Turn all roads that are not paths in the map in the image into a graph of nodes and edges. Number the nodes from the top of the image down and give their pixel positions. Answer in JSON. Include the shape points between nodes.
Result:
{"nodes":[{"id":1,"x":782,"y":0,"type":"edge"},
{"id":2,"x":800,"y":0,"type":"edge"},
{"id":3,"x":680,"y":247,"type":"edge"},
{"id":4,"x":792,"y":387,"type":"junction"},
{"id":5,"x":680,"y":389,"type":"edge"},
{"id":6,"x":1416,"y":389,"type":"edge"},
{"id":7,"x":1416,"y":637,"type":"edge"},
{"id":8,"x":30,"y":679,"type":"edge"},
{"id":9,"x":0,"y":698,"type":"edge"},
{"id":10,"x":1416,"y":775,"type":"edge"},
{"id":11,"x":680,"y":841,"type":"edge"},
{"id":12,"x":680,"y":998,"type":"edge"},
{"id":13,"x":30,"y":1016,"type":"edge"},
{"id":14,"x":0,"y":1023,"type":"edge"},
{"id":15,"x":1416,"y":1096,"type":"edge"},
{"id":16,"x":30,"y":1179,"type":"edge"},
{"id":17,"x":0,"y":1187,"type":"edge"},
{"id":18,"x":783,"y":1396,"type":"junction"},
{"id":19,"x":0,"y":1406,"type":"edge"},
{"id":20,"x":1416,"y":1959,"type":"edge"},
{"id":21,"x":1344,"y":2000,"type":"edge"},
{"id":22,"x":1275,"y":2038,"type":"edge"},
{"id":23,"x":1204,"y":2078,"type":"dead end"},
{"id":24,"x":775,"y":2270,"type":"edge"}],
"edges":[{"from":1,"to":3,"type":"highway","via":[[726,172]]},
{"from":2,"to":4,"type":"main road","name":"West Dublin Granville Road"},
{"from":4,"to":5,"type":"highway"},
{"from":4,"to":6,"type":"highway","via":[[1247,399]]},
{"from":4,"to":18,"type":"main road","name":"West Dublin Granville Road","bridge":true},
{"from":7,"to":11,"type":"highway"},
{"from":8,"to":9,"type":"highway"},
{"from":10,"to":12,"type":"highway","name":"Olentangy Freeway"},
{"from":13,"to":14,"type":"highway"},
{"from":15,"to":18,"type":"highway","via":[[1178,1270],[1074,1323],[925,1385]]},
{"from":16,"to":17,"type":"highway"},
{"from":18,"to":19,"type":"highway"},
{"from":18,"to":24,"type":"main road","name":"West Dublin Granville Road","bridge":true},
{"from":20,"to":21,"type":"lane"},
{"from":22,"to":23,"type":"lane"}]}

====================

## [ACTIVITY]
The answer must consist of every line from the listing above that includes the word "junction".

## [RESULT BELOW]
{"id":4,"x":792,"y":387,"type":"junction"},
{"id":18,"x":783,"y":1396,"type":"junction"},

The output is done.